WORK REQUIRED:
Look for the word "than" in the data below, and copy every line that holds it.

===== INPUT MATERIAL =====

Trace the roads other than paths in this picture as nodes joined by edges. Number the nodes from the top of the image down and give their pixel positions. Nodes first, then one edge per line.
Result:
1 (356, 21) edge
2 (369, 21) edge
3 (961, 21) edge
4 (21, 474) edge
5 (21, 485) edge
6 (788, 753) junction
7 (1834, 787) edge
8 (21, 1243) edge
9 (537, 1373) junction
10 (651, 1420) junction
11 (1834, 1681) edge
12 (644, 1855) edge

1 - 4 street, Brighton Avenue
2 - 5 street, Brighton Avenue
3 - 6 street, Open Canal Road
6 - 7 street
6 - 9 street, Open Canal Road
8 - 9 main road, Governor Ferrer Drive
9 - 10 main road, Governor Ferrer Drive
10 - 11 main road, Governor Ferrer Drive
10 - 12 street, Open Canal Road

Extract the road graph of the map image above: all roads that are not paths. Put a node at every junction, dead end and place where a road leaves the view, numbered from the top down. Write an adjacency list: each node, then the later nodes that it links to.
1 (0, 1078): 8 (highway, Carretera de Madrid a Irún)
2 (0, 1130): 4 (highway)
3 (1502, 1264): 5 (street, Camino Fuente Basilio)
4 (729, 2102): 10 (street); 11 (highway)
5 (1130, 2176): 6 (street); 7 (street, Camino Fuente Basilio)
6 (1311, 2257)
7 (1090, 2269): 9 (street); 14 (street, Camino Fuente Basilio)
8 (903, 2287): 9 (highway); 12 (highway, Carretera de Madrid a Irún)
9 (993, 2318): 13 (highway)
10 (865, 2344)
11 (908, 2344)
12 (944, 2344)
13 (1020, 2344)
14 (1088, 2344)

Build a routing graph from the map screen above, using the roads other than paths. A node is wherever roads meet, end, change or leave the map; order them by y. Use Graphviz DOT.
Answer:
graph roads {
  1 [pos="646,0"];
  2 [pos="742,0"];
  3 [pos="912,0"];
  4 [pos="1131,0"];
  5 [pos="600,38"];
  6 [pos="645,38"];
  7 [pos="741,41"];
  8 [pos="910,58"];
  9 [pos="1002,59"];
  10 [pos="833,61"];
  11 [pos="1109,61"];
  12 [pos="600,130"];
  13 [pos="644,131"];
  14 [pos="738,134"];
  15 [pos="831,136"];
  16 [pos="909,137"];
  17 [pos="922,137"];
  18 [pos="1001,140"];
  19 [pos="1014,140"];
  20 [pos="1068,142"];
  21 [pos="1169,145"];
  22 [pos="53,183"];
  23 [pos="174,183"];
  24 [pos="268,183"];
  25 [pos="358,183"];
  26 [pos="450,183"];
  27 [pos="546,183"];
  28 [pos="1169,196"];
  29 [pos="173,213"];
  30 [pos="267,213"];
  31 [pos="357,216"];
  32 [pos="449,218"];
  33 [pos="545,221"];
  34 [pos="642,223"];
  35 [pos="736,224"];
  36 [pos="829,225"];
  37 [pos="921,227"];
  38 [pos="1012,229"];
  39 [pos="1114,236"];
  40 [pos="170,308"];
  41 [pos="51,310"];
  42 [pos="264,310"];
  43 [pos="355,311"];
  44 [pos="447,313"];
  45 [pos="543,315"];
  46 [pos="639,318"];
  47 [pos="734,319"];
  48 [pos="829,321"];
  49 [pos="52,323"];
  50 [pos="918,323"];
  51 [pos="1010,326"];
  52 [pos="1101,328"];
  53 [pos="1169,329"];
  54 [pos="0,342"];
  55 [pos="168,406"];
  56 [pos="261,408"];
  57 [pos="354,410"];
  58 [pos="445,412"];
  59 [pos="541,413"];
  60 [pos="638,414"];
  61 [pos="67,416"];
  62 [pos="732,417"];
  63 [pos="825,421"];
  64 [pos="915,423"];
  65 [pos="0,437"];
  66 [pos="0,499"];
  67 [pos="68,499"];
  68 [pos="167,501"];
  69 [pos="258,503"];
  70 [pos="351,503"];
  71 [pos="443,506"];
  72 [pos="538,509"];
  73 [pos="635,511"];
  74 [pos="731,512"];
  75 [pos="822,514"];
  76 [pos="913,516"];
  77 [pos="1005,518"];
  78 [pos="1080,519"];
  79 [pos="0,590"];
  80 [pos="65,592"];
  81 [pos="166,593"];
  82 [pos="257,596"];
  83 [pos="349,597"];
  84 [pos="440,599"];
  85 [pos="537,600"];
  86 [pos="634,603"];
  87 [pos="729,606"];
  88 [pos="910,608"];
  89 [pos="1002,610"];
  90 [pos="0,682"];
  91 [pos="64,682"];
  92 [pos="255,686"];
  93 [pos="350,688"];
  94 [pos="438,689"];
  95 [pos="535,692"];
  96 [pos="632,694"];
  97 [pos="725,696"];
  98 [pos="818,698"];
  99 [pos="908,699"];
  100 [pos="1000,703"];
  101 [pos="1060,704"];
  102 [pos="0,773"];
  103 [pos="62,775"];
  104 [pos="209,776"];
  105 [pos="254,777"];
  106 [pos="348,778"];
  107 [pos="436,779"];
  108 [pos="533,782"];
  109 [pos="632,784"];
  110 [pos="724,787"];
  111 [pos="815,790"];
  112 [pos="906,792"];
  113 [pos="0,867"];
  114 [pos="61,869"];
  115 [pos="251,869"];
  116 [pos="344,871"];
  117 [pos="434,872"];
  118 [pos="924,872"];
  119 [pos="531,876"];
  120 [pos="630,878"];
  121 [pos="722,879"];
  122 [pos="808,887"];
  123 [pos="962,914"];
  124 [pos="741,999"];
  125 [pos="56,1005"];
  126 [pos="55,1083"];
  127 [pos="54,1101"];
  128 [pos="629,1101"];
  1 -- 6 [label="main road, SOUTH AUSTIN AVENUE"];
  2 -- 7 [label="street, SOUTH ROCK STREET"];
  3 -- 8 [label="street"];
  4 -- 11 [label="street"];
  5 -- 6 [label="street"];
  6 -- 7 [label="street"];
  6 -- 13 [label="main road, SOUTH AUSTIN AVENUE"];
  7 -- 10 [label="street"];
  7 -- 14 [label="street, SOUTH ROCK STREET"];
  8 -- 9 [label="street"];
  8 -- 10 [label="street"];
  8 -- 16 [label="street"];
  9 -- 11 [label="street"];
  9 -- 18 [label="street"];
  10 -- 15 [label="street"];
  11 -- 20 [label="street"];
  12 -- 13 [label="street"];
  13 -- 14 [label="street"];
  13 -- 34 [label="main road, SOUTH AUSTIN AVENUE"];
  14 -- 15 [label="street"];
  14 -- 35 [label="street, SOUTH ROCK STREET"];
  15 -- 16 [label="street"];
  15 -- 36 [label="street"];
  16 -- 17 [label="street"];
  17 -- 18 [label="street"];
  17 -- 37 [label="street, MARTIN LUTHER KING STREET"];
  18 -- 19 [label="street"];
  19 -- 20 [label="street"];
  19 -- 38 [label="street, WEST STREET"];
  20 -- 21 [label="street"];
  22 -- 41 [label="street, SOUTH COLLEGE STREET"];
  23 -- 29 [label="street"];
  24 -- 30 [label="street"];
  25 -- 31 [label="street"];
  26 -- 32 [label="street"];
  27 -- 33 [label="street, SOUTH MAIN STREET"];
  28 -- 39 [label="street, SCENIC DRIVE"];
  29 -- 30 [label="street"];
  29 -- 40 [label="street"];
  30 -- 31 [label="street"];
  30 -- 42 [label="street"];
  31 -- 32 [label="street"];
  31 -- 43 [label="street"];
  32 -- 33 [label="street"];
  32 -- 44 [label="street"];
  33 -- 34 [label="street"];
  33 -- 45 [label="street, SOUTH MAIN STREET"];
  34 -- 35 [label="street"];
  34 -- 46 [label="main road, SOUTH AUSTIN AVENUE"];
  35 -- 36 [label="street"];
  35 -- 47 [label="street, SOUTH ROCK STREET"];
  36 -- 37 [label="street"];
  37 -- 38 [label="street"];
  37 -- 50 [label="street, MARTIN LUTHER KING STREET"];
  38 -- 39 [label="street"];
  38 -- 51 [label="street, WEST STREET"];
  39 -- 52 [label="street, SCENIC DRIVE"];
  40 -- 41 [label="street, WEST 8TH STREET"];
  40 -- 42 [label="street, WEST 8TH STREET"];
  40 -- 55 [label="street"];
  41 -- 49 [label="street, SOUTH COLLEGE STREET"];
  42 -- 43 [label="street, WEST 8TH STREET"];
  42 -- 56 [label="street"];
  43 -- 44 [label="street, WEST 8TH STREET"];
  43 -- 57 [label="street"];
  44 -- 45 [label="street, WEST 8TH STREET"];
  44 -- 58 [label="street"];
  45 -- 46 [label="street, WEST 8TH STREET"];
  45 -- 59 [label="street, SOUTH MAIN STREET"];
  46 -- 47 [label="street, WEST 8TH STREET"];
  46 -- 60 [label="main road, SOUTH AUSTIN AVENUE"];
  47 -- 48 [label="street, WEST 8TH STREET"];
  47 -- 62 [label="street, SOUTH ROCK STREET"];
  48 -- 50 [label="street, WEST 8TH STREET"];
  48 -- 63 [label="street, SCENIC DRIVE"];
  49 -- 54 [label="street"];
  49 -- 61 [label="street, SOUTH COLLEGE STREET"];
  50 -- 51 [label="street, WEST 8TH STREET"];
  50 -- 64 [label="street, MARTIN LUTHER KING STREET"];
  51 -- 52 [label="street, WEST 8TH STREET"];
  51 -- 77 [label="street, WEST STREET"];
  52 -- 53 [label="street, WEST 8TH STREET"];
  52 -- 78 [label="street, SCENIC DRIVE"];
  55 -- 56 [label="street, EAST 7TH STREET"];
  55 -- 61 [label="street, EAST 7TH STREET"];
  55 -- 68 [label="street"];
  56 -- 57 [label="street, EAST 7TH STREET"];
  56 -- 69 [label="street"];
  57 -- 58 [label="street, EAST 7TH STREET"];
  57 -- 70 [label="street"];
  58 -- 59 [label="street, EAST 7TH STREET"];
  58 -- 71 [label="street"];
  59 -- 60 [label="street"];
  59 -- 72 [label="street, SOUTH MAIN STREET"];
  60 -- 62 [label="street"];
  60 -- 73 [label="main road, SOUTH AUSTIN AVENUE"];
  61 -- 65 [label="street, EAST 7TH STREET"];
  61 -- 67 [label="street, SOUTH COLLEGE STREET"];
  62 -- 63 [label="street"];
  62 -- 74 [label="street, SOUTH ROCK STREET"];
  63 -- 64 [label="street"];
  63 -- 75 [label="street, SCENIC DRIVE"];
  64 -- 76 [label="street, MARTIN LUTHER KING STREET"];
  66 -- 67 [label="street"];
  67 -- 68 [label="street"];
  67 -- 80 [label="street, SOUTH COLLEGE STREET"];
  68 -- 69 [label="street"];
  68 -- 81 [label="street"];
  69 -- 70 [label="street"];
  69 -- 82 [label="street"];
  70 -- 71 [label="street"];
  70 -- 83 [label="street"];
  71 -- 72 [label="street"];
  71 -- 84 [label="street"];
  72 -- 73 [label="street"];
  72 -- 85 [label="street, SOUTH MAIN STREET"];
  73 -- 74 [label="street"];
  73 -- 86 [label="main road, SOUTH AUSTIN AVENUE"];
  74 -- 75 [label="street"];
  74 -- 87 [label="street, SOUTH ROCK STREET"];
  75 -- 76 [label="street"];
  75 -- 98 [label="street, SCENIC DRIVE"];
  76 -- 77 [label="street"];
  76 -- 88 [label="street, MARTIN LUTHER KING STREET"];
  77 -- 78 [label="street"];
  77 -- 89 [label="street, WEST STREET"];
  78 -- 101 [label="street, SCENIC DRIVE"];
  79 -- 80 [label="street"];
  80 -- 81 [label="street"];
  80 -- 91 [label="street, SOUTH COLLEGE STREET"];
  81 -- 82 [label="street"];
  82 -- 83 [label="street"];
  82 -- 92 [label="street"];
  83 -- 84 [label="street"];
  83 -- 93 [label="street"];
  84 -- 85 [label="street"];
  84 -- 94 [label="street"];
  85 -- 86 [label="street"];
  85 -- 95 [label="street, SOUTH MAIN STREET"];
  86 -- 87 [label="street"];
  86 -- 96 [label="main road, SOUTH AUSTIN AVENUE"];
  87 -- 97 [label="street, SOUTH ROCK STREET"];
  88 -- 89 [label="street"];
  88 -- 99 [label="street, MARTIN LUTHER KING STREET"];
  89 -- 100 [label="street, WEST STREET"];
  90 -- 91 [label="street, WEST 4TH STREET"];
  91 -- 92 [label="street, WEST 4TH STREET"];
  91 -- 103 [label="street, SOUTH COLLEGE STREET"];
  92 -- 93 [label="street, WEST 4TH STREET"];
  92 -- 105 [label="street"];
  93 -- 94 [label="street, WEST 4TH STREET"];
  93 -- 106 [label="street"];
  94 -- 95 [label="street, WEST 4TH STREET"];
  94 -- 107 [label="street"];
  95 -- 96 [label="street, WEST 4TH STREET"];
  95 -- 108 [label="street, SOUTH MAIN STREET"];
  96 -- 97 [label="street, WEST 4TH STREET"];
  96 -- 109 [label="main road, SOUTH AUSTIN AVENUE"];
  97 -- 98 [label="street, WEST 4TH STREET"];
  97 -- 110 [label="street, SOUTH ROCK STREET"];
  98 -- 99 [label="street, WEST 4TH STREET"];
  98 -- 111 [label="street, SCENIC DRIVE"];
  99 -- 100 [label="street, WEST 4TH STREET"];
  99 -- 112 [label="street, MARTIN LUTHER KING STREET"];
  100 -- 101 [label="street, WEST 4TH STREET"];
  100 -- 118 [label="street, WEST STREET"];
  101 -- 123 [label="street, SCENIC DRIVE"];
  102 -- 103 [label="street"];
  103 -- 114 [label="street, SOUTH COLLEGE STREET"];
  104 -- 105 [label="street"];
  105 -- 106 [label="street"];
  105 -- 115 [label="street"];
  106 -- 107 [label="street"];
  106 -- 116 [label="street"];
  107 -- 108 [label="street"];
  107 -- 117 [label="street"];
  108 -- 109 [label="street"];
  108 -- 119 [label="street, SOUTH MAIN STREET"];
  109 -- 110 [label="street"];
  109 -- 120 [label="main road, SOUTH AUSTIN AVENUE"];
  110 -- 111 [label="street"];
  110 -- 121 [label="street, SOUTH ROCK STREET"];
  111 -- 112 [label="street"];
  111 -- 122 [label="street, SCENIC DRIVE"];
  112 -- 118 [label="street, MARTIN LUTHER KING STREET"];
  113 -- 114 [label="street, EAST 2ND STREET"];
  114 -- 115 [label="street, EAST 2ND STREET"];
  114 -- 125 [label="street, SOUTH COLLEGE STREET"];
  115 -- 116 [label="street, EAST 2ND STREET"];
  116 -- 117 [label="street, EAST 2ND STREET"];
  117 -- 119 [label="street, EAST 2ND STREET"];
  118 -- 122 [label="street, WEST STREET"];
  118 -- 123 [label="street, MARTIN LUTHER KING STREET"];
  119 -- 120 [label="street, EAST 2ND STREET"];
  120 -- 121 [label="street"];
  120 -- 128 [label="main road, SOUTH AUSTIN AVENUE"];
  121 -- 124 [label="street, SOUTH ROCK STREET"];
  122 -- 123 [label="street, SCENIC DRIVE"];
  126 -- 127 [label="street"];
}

=====

EXERCISE RESPONSE:
Trace the roads other than paths in this picture as nodes joined by edges. Number the nodes from the top of the image down and give their pixel positions. Nodes first, then one edge per line.
Build a routing graph from the map screen above, using the roads other than paths. A node is wherever roads meet, end, change or leave the map; order them by y. Use Graphviz DOT.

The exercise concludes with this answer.